Éléphant Man plonge les racines de sa bouleversante humanité dans la baraque à Freaks de Tod Browning. il en extrait un être dont la monstruosité physique est à l'inverse de l'intelligence, du talent et de la noblesse morale. John Merrick (John Hurt, vulnérable et sensible) devient ainsi un miroir de vérité dans lequel chacun peut se voir vraiment tel qu'il est. Il y a ceux qui le considèrent comme une source de profit, un objet ou un animal, il y a ceux qui se laissant envahir par la peur et la haine de la différence veulent le lyncher (sans jeu de mots).

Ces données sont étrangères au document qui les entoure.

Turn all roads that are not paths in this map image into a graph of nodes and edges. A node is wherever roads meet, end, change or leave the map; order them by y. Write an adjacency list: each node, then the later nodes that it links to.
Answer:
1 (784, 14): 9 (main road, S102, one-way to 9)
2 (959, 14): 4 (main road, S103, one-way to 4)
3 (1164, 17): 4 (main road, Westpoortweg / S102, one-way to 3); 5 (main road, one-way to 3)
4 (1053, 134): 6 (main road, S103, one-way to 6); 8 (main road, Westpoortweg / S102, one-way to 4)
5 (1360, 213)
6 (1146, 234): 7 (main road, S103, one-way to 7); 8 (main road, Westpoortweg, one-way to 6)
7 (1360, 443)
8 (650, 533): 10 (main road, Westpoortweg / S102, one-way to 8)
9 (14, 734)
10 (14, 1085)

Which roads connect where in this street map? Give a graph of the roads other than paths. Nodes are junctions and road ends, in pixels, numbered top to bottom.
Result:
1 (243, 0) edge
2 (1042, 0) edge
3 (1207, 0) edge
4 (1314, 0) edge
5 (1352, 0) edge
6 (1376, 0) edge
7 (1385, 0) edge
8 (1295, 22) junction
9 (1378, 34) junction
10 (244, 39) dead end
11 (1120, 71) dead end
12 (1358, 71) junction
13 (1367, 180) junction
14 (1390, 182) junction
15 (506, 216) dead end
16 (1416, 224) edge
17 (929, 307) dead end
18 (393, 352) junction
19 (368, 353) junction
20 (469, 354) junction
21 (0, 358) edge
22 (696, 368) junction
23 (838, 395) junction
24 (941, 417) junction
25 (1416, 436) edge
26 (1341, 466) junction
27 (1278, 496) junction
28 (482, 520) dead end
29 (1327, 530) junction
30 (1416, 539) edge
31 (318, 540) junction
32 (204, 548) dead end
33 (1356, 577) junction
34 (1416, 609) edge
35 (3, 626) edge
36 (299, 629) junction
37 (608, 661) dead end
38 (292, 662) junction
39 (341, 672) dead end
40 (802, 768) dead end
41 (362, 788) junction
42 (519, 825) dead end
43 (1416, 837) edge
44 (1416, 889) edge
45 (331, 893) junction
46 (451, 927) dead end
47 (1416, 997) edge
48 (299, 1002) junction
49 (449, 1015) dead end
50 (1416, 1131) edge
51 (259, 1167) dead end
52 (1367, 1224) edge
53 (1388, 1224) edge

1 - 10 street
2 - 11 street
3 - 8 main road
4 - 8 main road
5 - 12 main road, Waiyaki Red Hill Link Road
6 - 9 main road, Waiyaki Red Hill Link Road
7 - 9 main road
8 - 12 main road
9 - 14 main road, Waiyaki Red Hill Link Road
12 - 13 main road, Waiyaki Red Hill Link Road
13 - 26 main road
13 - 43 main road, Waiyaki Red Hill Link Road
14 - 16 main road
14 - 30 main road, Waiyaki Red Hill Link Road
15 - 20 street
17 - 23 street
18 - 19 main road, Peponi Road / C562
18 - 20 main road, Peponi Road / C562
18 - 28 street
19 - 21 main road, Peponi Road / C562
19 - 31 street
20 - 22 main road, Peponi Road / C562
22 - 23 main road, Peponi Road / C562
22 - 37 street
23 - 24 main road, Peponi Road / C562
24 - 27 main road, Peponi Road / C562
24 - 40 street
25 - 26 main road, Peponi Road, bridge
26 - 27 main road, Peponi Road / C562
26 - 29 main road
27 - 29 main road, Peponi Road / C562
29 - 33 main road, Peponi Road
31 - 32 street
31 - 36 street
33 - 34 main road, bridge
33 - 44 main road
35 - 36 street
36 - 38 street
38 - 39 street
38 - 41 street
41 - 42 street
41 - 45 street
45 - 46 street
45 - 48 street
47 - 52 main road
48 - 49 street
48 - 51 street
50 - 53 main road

A l'autre bout il y a les freaks plutôt solidaires (comme chez Browning) et une actrice qui à l'égale d'une chanteuse lyrique est à l'écoute de la voix intérieure des êtres. Entre les deux, il y à Treves le chirurgien de l'hôpital (formidablement interprété par Anthony Hopkins une décennie avant qu'il n'explose dans le rôle du psychopathe Hannibal Lecter.) Treves est accusé durant tout le film de jeter Merrick en pâture à ses camarades médecins et à la bonne société pour servir ses ambitions. Mais lorsqu'il pleure en voyant Merrick pour la première fois, lorsqu'il cherche à communiquer avec lui, puis lorsqu'il l'invite chez lui on devine que quelque chose d'intime se joue entre les deux hommes. Merrick qui a été pourtant abandonné à la naissance manifeste une tendre dévotion envers sa mère alors que l'on comprend à demi-mot que Treves et son épouse ont été abandonnés par leurs enfants et en souffrent. Comme le dit Hélène Nicolas, une autiste lourdement handicapée dans "Dernières nouvelles du cosmos" seul l'amour nous sépare du vide. John Merrick peut partir tranquille en ayant la certitude d'être aimé.